I trained as a nurse and worked with many vulnerable people facing negative consequences of substance misuse. The punitive punishment our system dishes out only serves to further isolate, stigmatize and punish those who are suffering the most. I also have family and friends who have been in recovery for more than 20 years. They are some of our lucky ones who bypassed the appalling prison system when found guilty of ‘drug offences’. They received counselling and help to move beyond their trauma and pain. They were supported to become healthy, whole and valued members of the community.
I cannot say it better than Dr. Gabor Mate;
“It is time to realize, that addiction is neither a choice nor an inherited disease, but a psychological and physiological response to painful life experiences.
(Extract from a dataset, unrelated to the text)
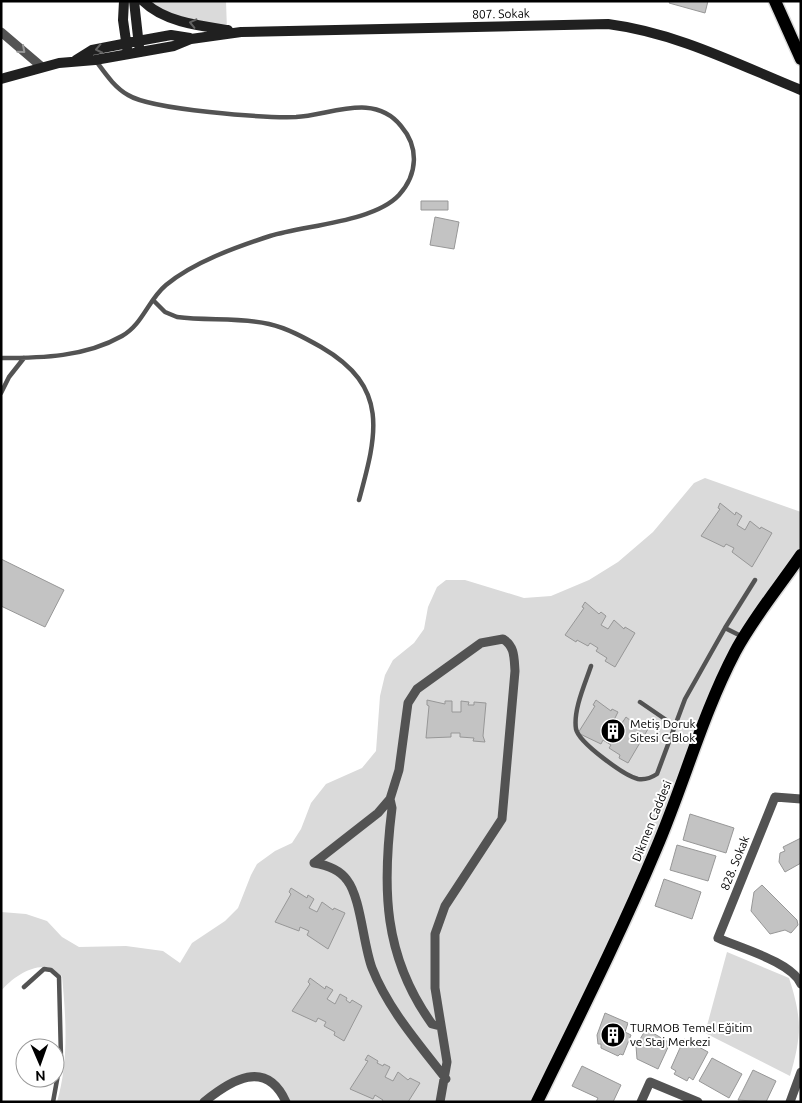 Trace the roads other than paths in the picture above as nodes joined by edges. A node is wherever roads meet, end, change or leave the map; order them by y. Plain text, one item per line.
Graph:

It can take many forms, but whatever form it takes:
• it employs the same neurological pathways and emotional patterns;
• the damage it does extends well beyond the suffering imposed by drug use specifically;
• to ostracize the drug addict as somehow different from the rest of us is arrogant and arbitrary;
• to criminalize certain substances, say heroin, while allowing the profitable distribution of more deadly products such as cigarettes is irrational and harmful—yes, though it may be a startling assertion it is medically a simple fact: heroin use, short of overdose, is far less lethal than cigarette smoke;
• to treat the addiction, which is a symptom, without treating the pain that underlies it is to deal in effects rather than in causes, and therefore dooms many to ongoing cycles of suffering.
Finally, a word about childhood trauma and its relation to addiction and the use of substances. When people see this word, they often— perhaps naturally—assume that we are speaking of terrible events, such as abuse, sexual exploitation, the death of parents, violence in the home, and so on. And surely, as the research abundantly shows, the more such experiences a child has to endure, the exponentially greater his or her risk of addiction. But trauma is not restricted to horrific experiences. It refers to any set of events that, over time, impose more pain on the child than his or her sensitive organism can process and discharge"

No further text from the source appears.